E, mais ainda, continua a irritar-me a sacanice de quem sai de cena conforme melhor lhe convém, abandonando os pequenos mexilhões à sua bastardia. Esses sim, são os verdadeiros sacanas sem lei.
A prová-lo, e depois de se terem conhecido mais uns quantos casos de familiares de actuais governantes que vivem por conta de contratos com o Estado, o Governo veio esclarecer que não quer saber do que diz a Lei das Incompatibilidades, pelo que já pediu um Parecer à Procuradoria-Geral da República, que eu aguardo ansiosamente – confesso – na expectativa de, afinal, não estar obrigada a cumprir a lei em vigor sempre que a mesma me pareça estúpida… ao diacho com todas as taxas e impostos descomedidos ou disparatados!

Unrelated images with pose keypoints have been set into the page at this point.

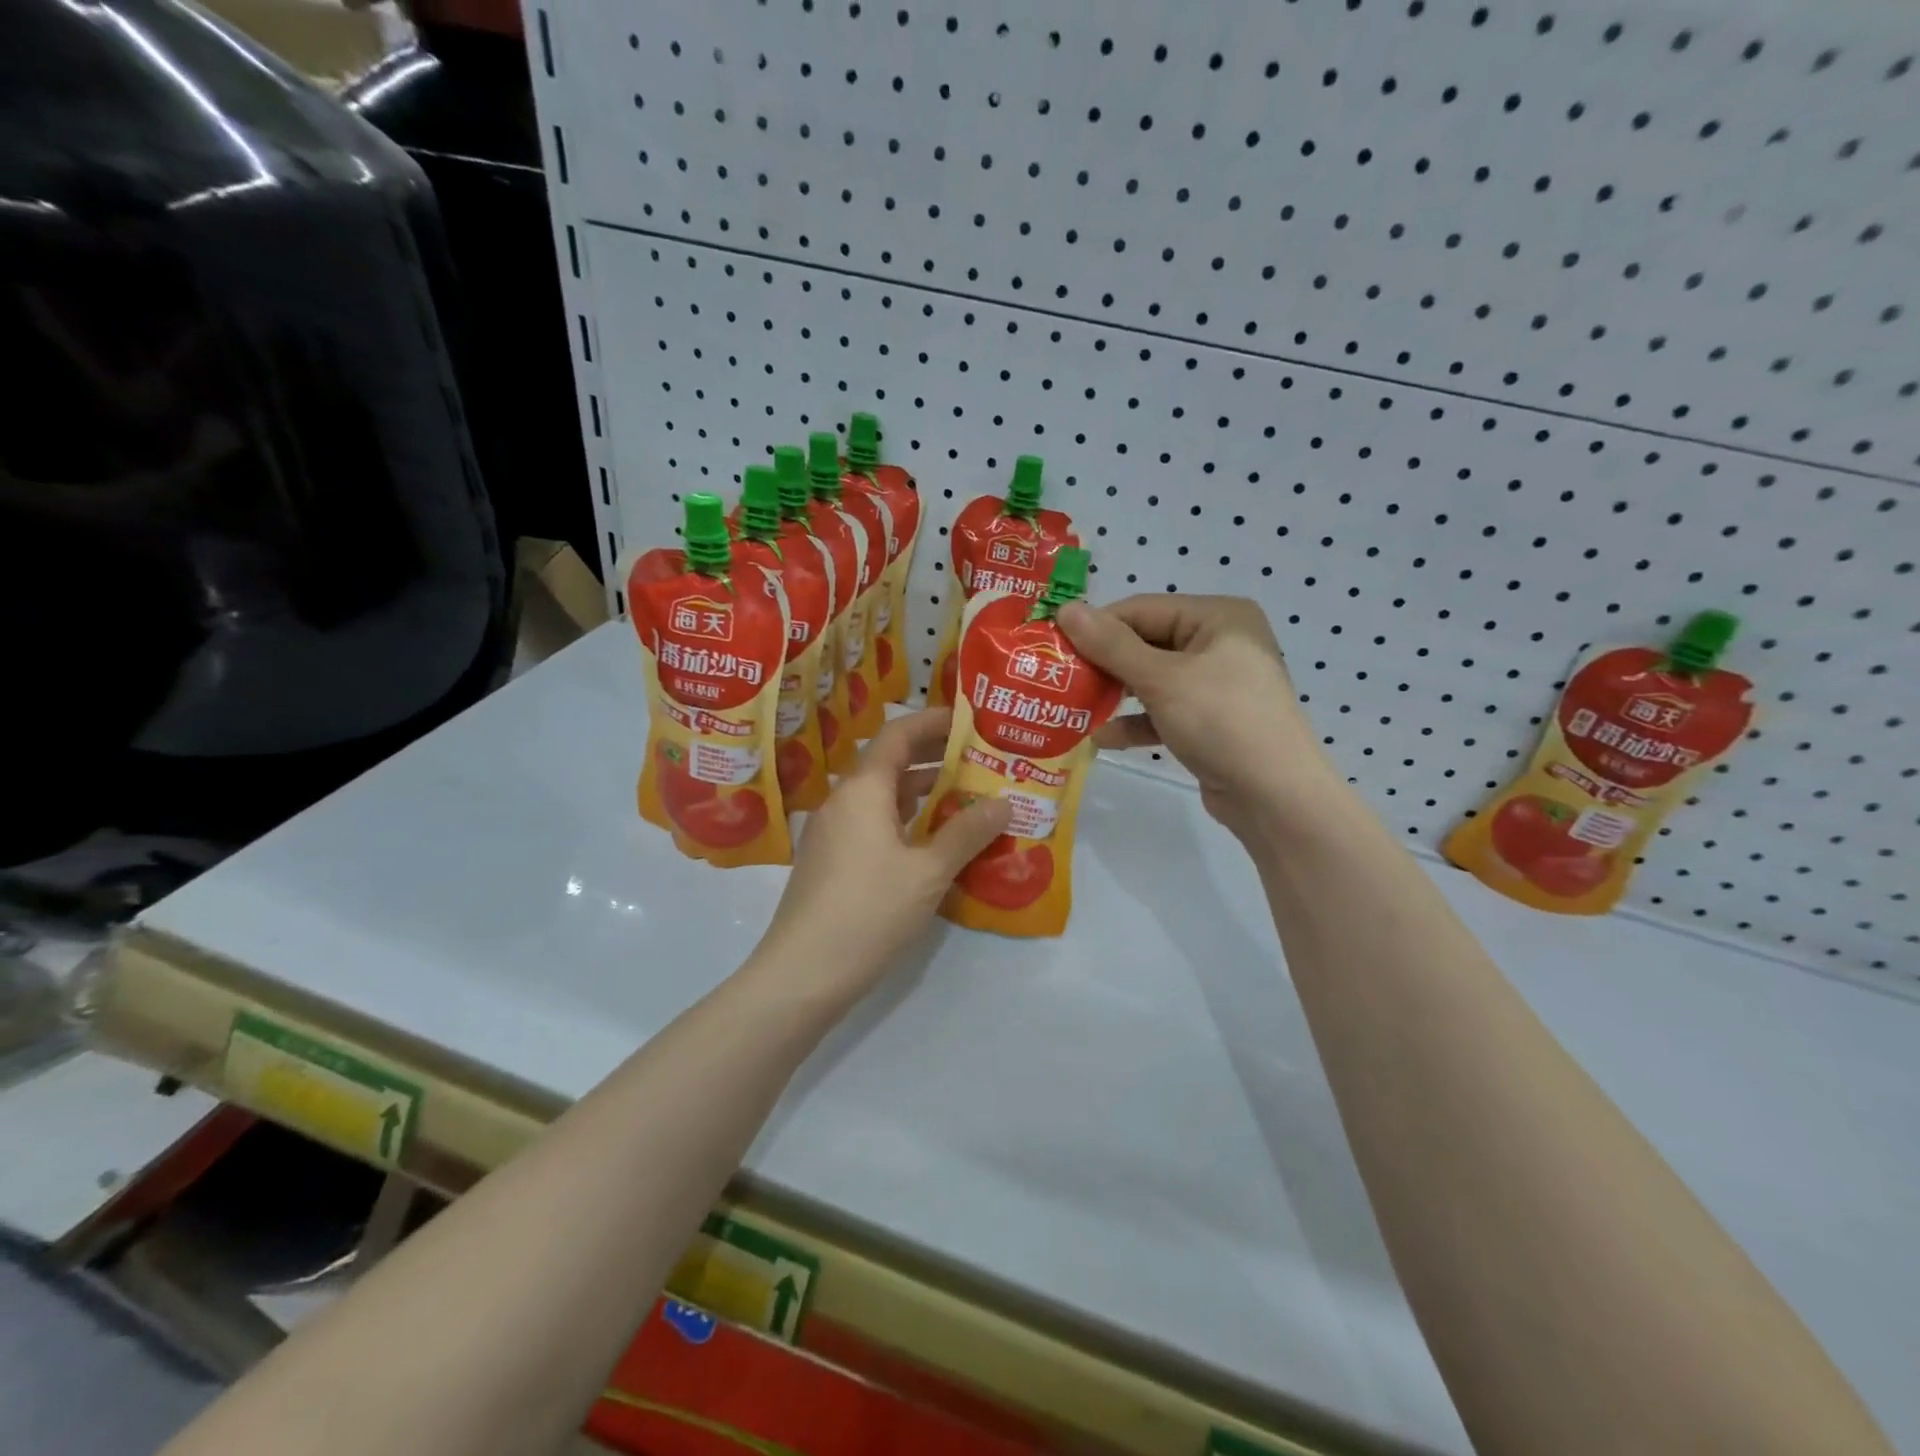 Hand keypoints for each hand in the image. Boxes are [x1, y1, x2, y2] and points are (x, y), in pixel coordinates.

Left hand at [752, 710, 1011, 1000]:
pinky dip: (905, 821)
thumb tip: (1004, 802)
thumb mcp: (928, 872)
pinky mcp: (831, 861)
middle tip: (980, 759)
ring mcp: (833, 833)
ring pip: (883, 798)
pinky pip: (874, 824)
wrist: (802, 973)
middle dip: (934, 758)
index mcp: (862, 790)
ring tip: (968, 797)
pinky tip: (934, 842)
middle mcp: (843, 801)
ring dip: (922, 793)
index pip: (898, 735)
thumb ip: (967, 832)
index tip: (970, 719)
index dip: (933, 721)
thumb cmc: (868, 912)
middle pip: (890, 763)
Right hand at [1058, 595, 1347, 840]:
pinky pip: (1163, 711)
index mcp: (1218, 617)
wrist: (1275, 797)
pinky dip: (1135, 722)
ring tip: (1072, 708)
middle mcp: (1219, 643)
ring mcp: (1216, 685)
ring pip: (1152, 680)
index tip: (1053, 647)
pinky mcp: (1210, 721)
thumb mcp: (1162, 679)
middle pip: (1145, 643)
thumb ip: (1111, 645)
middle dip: (1103, 665)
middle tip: (1059, 679)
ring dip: (1114, 695)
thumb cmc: (1221, 721)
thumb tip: (1066, 608)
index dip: (1096, 626)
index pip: (1142, 609)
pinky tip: (1102, 738)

Mas lembrando que o Cabrita também achou absurda a regra que impedia o recrutamento de guardas florestais com carecas, hemorroidas, exantemas, gaguez, falta de dentes, tatuagens ou borbulhas, pergunto-me por que raio não ignorou ele a dita norma? Será que, nesta terra sem lei e inundada de sacanas, a interpretação restritiva só vale para os negócios da Família?
E se regulássemos esta ‘tropa fandanga’ e acabássemos com as suas vergonhosas novelas, discutindo incompatibilidades e impedimentos de forma séria e responsável, como convém, em vez de violarmos o Princípio da Legalidade, essencial a qualquer Estado de Direito?
É que, mais uma vez, os detalhes são importantes e, ainda que pudesse ser só fumaça, o povo está cada vez menos sereno.
É impossível não desconfiar de negócios de empresas onde o próprio Pedro Nuno Santos tem participação, quando percebemos que aquelas facturaram bastante mais nos anos da sua governação do que até aí. Cheira a esturro… E a mesma dúvida impende sobre eventuais influências da Ministra da Justiça, cujo marido, que antes de 2015 já fazia negócios com o Estado, passou nos últimos quatro anos de uma facturação anual de 66 para 250 mil euros/ano. E sobre a Ministra da Cultura que estará no meio de trama igual…
Quando todos se borrifam na lei, é assim: sacanas de um lado, otários do outro.